My inexperience started to show when while I was at the top I dropped one of the quickdraws and didn't even notice it. I would use these quickdraws to connect myself to the chains while I disconnect myself from the rope. Luckily I had a couple spares - and even more fortunate - the carribeaners didn't hit anyone after falling 30+ feet. A climber on a nearby route gives me some unsolicited advice and I insencerely thank him.

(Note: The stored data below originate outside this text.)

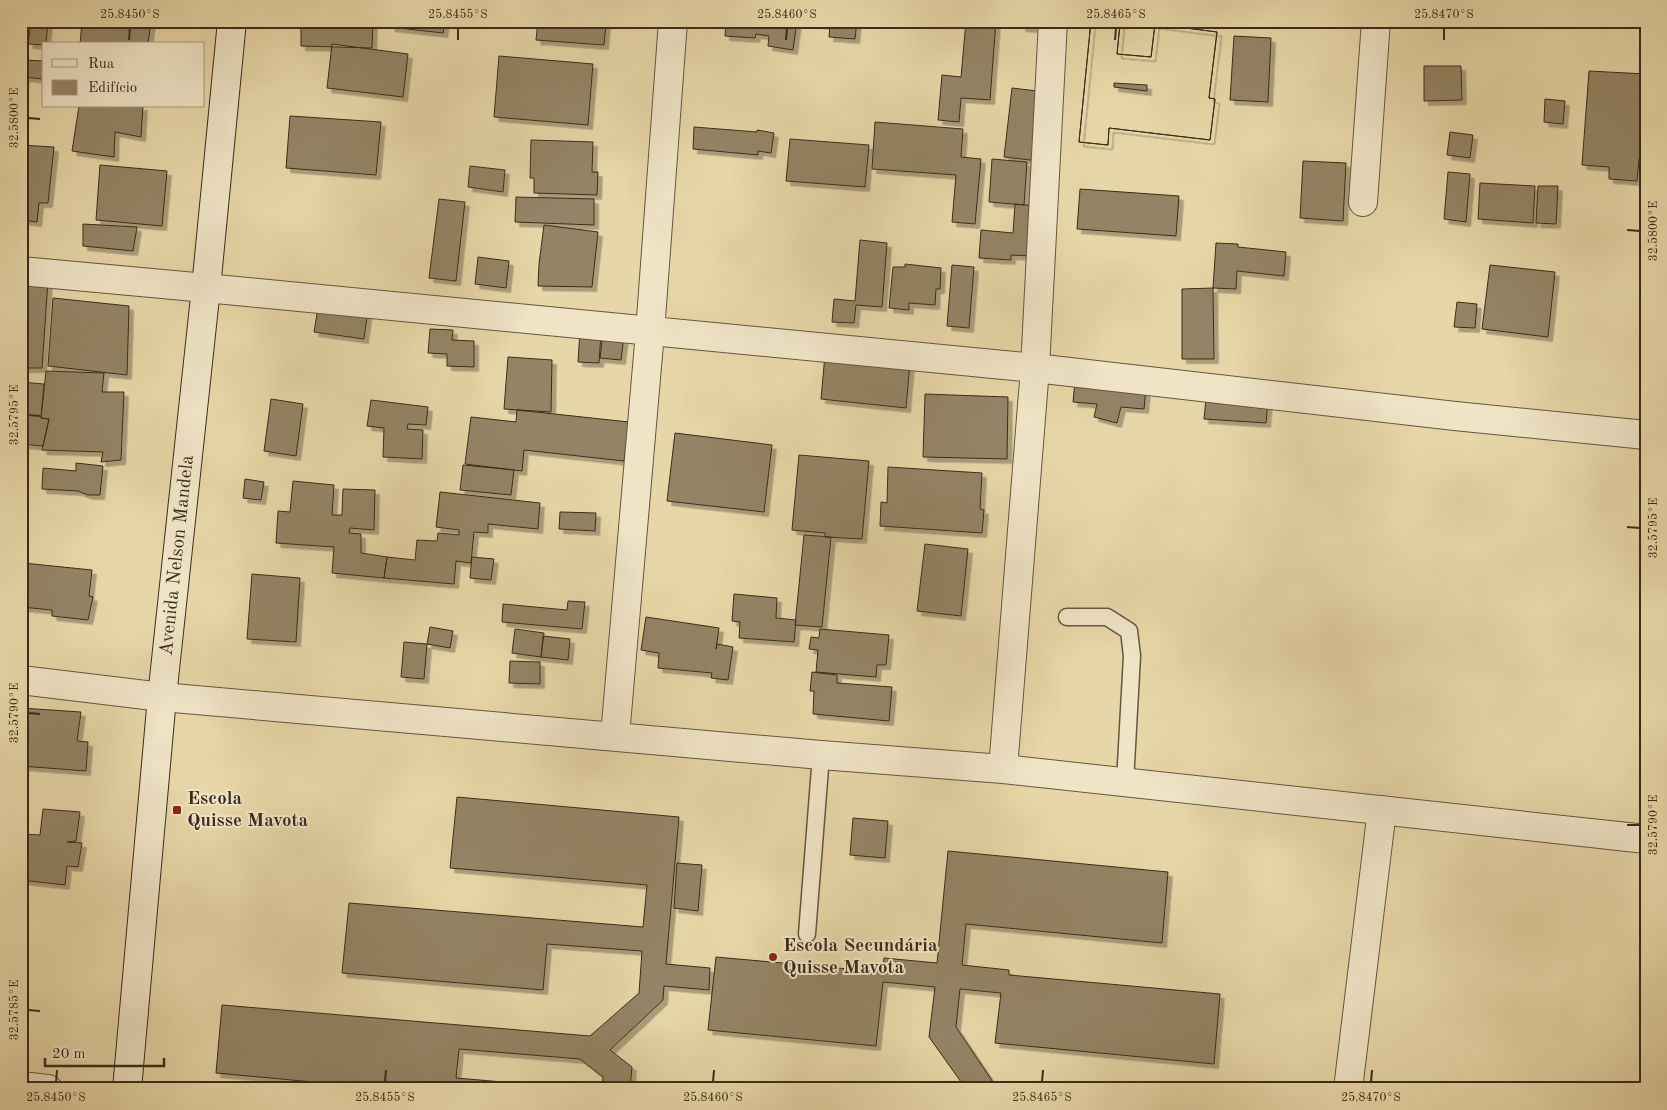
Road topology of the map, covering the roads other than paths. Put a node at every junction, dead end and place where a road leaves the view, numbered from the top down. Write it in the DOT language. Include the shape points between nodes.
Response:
graph roads {
  1 [pos="232,21"];
  2 [pos="673,21"];
  3 [pos="1053,21"];
  4 [pos="1376,21"];
  5 [pos="1362,202"];
  6 [pos="21,271"];
  7 [pos="206,288"];
  8 [pos="650,332"];
  9 [pos="1035,368"];
  10 [pos="1646,435"];
  11 [pos="1067,617"];
  12 [pos="21,680"];
  13 [pos="162,697"];
  14 [pos="615,736"];
  15 [pos="821,755"];
  16 [pos="1003,769"];
  17 [pos="1125,782"];
  18 [pos="1382,810"];
  19 [pos="1646,839"];
  20 [pos="806,934"];
  21 [pos="21,1086"];
  22 [pos="48,1089"];
  23 [pos="127,1089"];
  24 [pos="1348,1089"];
  1 -- 7 [label="street, Avenida Nelson Mandela"];
  2 -- 8 [label="street"];
  3 -- 9 [label="street"];
  4 -- 5 [label="street"];
  6 -- 7 [label="street"];
  7 -- 8 [label="street"];
  7 -- 13 [label="street, Avenida Nelson Mandela"];
  8 -- 9 [label="street"];
  8 -- 14 [label="street"];
  9 -- 10 [label="street"];
  9 -- 16 [label="street"];
  11 -- 17 [label="lane" via="1107,617 1129,631 1132,656"];
  12 -- 13 [label="street"];
  13 -- 14 [label="street"];
  13 -- 23 [label="street, Avenida Nelson Mandela"];
  14 -- 15 [label="street"];
  15 -- 16 [label="street"];
  15 -- 20 [label="lane"];
  16 -- 17 [label="street"];
  17 -- 18 [label="street"];
  18 -- 19 [label="street"];
  18 -- 24 [label="street"];
  21 -- 22 [label="street"];
}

After cleaning that route we decide to climb one more - maybe a little easier this time since the family seemed to have trouble on that one. We try another close by and my brother again procedes to lead while I belay. He gets past the first two bolts without too much trouble. As he approaches the third I start to give him the slack in the rope that he will need to pull it up and put through the quickdraw. Mistake #1 - he hadn't even put the quickdraw in the bolt yet. He decides to get a little closer so he can reach it better. In a split second he is falling; and way too fast due to the excess of slack in the rope at the time. Then comes Mistake #2 - I was standing about ten feet away from the wall. So when he takes up all the slack I get pulled in and he continues to fall - a little slower now, but still quite dramatically. When he comes to a "safe" stop he is about three feet from the ground and he looks down and realized how close his head came from hitting. Both of us traumatized - I let him down to the ground and he freezes in awe.
After some time he attempts to climb up again, but after getting to the same spot - and being short on strength - he decides he's too shaken up to continue. We clean up, pack up, and decide we're done. It is time to start on our journey home anyway. Somewhat sudden, we say goodbye to our family and start on our long drive home. Not a word was said for at least two hours. I can tell he is upset; and he can be sharp and unpleasant when he's mad. So in my attempt to let him cool down we just drive, listen to music, and he reads. Eventually conversation starts up about the book and it seems he's ok.
But to my dissapointment, everytime it's brought up he is still quite upset and who knows how long he'll hold this against me. But can you blame him? Sure, he's fine - no harm done, but just three more feet and that could have hurt.
That is how such a great, potentially rewarding activity can have just the opposite effect. Instead of conquering fears, I'm sure it has increased them. Instead of feeling refreshed and revitalized after spending time in the elements, we feel depressed and despondent. And so it is - but what to take away from this? Don't fall? No, I say fall. Fall and get back up. Climb again. But learn, and be thankful that you're not hurt, or dead. Things can get worse. And they will. But they can also get better, and they will. Some things take time - this will.